Comment rendre plus « Agile » les entreprises qui réalisent leurs projets en mode Waterfall (en cascade)? La question est sur toutes les lèvres ces jours-ci. Beaucoup estiment d’ailleurs qu’il serait plus simple de résoudre la quadrature du cercle. Au mieux, l’idée est jugée peu réaliste. Au pire, et c’est le plus souvent le cas, on la considère comme une hérésie.
L’hypothèse sous-jacente, c’est que certains projets sont tout simplement impossibles à réaliser en suivant l’approche itérative préconisée par les méthodes Agiles, et que, par conséquent, certains projets Waterfall, impossibles à réaliser de manière itérative, ne profitent jamais des avantages d’Agile. Cependant, cette hypothèse découle peut-être d’une interprétation un peu trop littérale du sens d’Agile.
La notion d’Agilité repose sur 4 valeurs et 12 principes. Mais, pour être Agiles, faut-il absolument respecter ces valeurs et principes au pied de la lettre? Est-ce une proposition « tout ou rien »? Peut-on être Agile à, disons, 75 %? Peut-on l’être à seulement 33 %? Et, dans ce dernier cas, l’application de ces valeurs et principes procure-t-elle au moins certains avantages?

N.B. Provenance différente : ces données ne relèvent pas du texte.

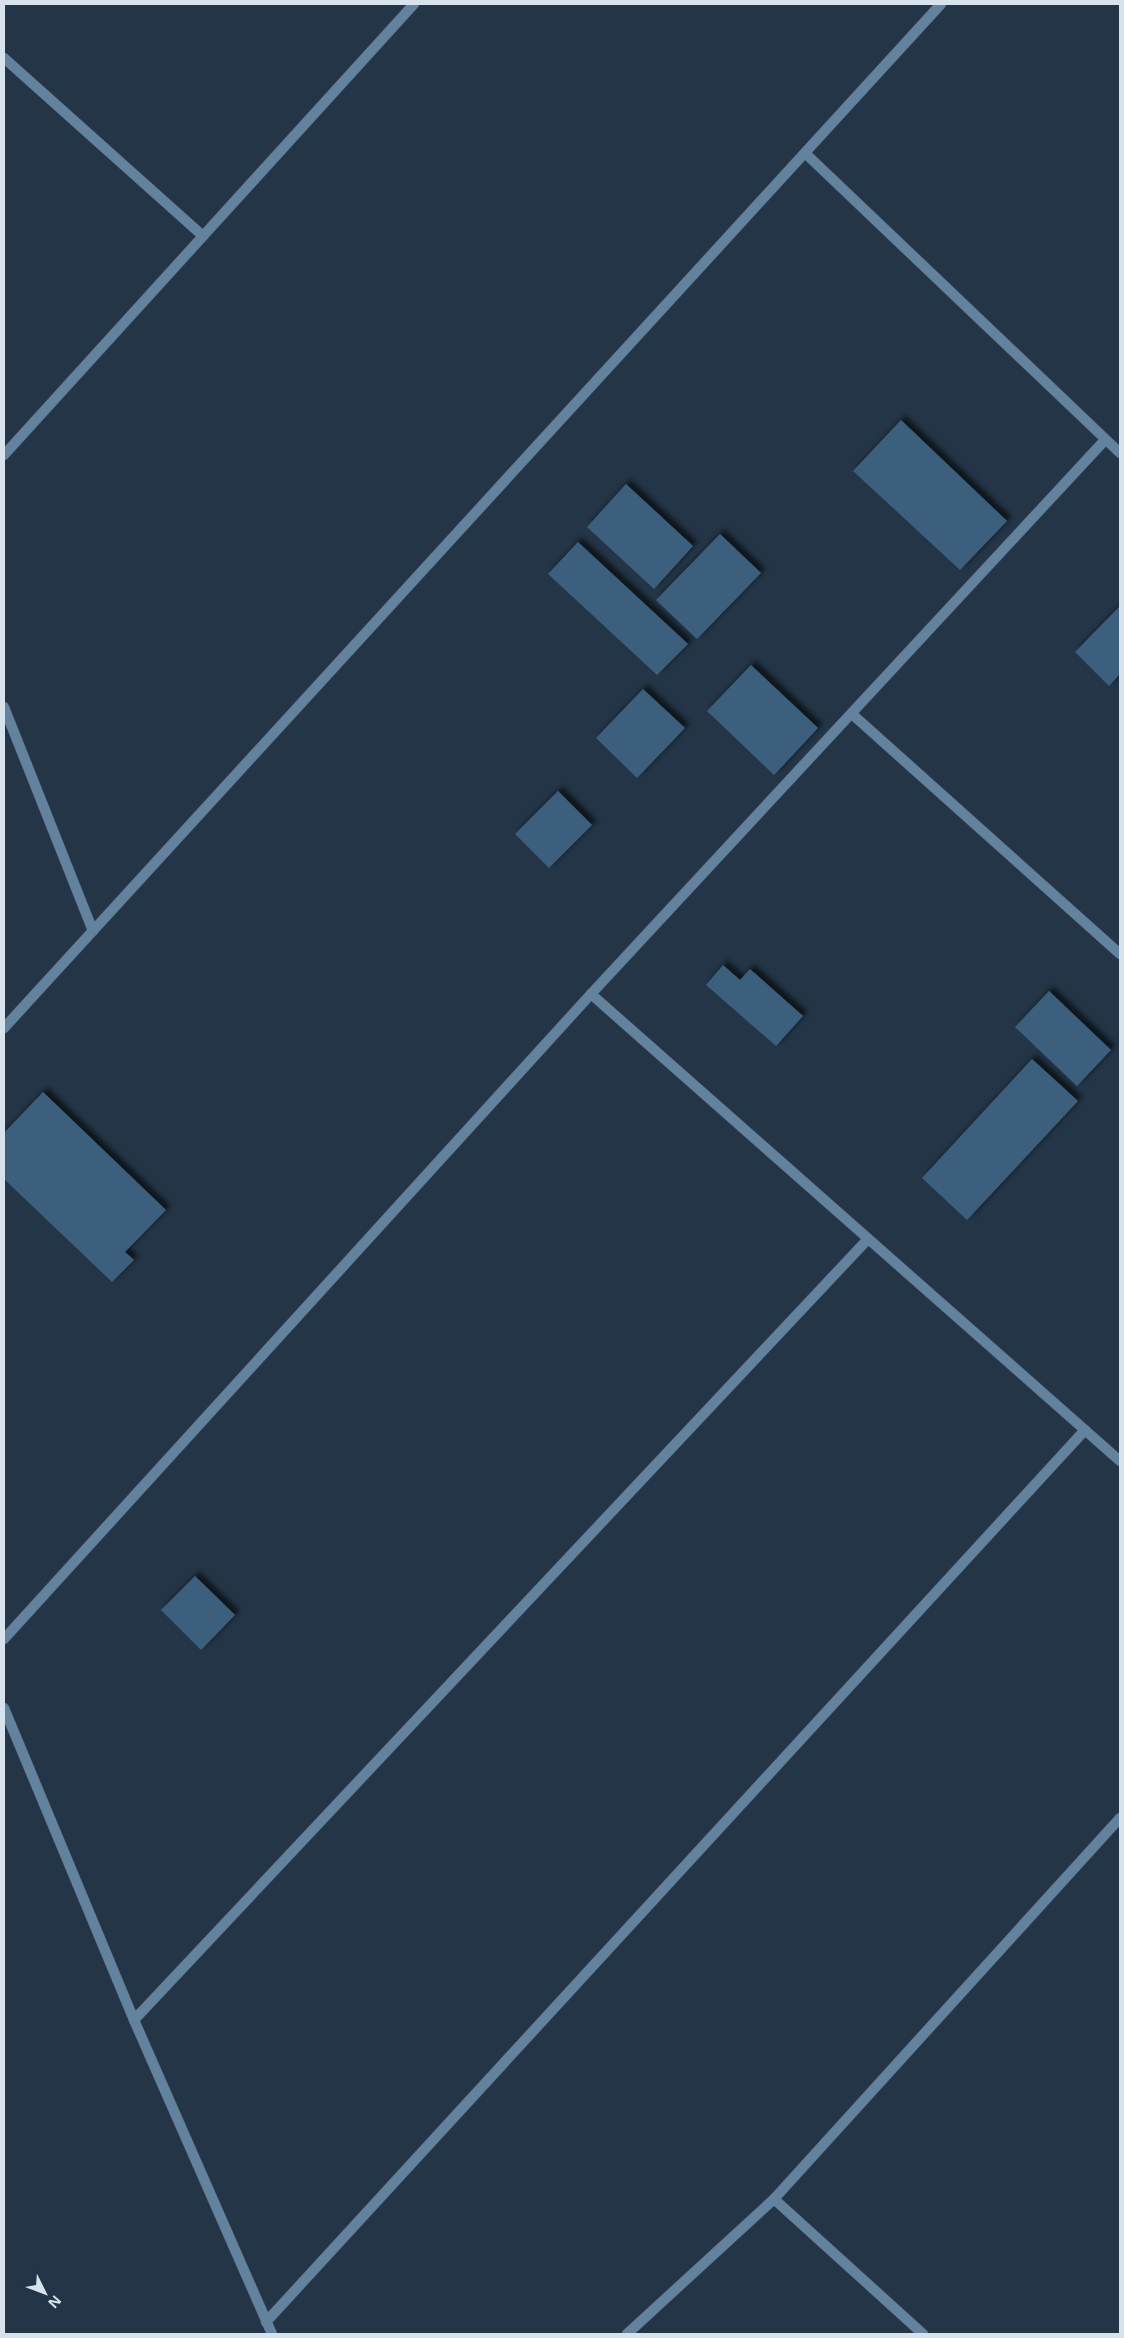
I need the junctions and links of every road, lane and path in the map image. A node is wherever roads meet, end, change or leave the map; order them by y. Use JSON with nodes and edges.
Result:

Faut-il choisir entre Waterfall et Agile?
Considérons un de ces principes, sans doute mon préféré, le principe no 5 : « Réalisez les projets avec des personnes motivées. Fournissez-leur l’environnement et le soutien dont elles ont besoin et faites-leur confiance pour atteindre les objectifs fixés. »
Qui a dit que ce principe peut seulement être appliqué avec succès lorsqu’on réalise des projets de manière itérative? D’après votre expérience, qu’est-ce qui empêcherait une entreprise d’appliquer ce principe dans le cadre d’un véritable projet Waterfall?
Permettez-moi de faire une mise au point : trop souvent, nous entendons parler du contraste entre la méthode Waterfall et la méthode Agile, quand ce sont plutôt les méthodes Waterfall et « Itérative » que nous devrions comparer. Et si nous devons comparer la gestion de projet Agile à quelque chose, comparons-la plutôt à des méthodes de gestion de projet de type « commandement et contrôle », « de haut en bas », ou « prédictive ».
Ainsi, nous pourrions adopter aussi bien des approches Waterfall/Prédictives que des approches Itératives/Agiles, mais également combiner des approches Waterfall/Agiles, n’est-ce pas?
Revenons au principe no 5 : pourrait-on l’appliquer à l’équipe d’un projet Waterfall? Quelles en seraient les conséquences concrètes sur la définition des rôles et des responsabilités dans le cadre du projet? Plus précisément, quels seraient les effets concrets de l’application de ce principe sur la définition des rôles de nos planificateurs et de nos agents d’ordonnancement?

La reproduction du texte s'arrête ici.